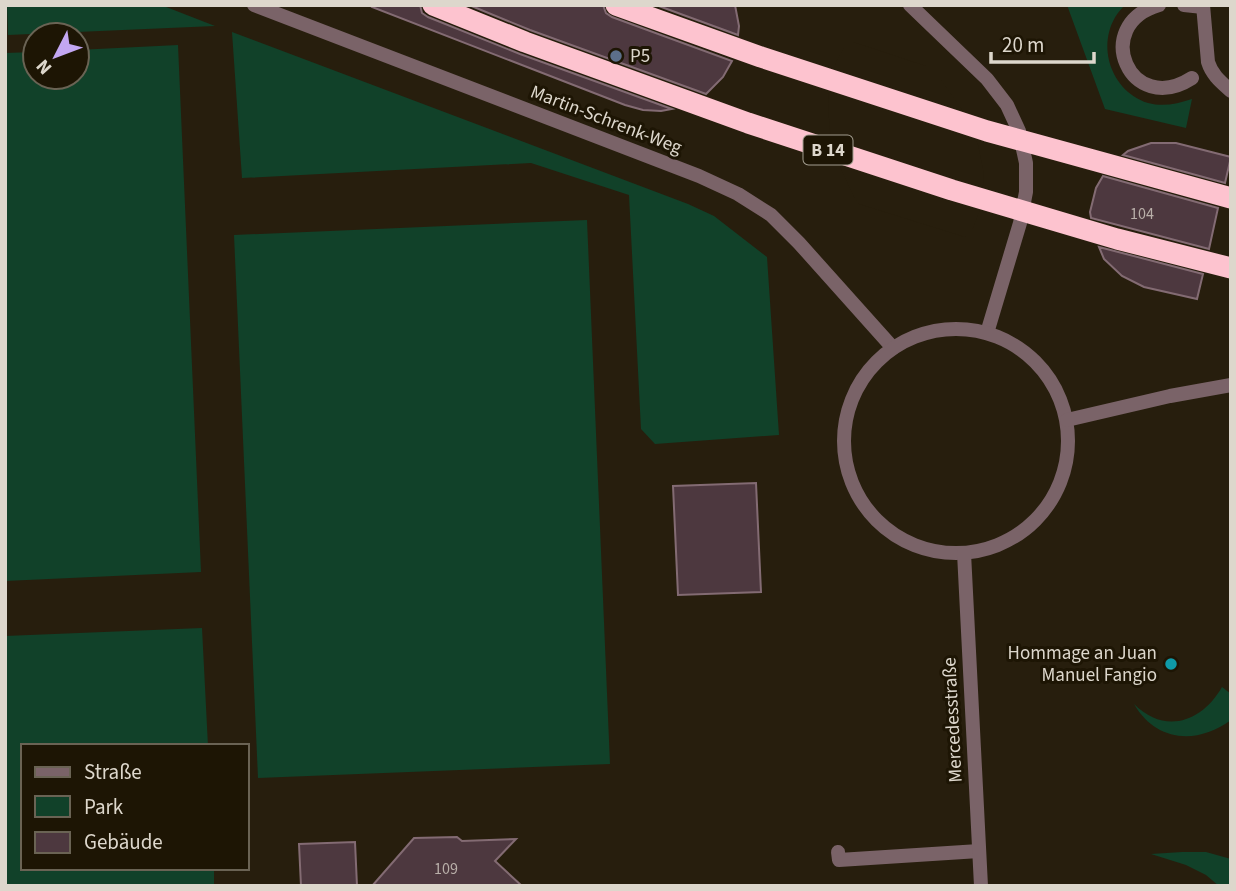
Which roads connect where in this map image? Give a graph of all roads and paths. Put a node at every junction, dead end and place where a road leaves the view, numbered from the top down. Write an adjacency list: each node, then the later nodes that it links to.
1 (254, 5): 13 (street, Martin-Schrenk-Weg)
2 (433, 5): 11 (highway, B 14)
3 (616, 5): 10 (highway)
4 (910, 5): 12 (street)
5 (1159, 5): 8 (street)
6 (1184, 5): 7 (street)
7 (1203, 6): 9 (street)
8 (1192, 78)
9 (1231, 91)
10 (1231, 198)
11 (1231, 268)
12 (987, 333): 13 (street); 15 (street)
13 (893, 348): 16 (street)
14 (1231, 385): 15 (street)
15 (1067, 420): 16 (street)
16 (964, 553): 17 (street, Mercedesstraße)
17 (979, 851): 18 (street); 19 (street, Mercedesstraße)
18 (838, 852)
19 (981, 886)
※
▶ [TASK GOAL]:
For this exercise, please reproduce the records above exactly and drop the images.

▶ [TASK RESULT]:
Which roads connect where in this map image? Give a graph of all roads and paths. Put a node at every junction, dead end and place where a road leaves the view, numbered from the top down. Write an adjacency list: each node, then the later nodes that it links to.
1 (254, 5): 13 (street, Martin-Schrenk-Weg)
2 (433, 5): 11 (highway, B 14)
3 (616, 5): 10 (highway)
4 (910, 5): 12 (street)
5 (1159, 5): 8 (street)
6 (1184, 5): 7 (street)
7 (1203, 6): 9 (street)
8 (1192, 78)
9 (1231, 91)
10 (1231, 198)
11 (1231, 268)
12 (987, 333): 13 (street); 15 (street)
13 (893, 348): 16 (street)
14 (1231, 385): 15 (street)
15 (1067, 420): 16 (street)
16 (964, 553): 17 (street, Mercedesstraße)
17 (979, 851): 18 (street); 19 (street, Mercedesstraße)
18 (838, 852)
19 (981, 886)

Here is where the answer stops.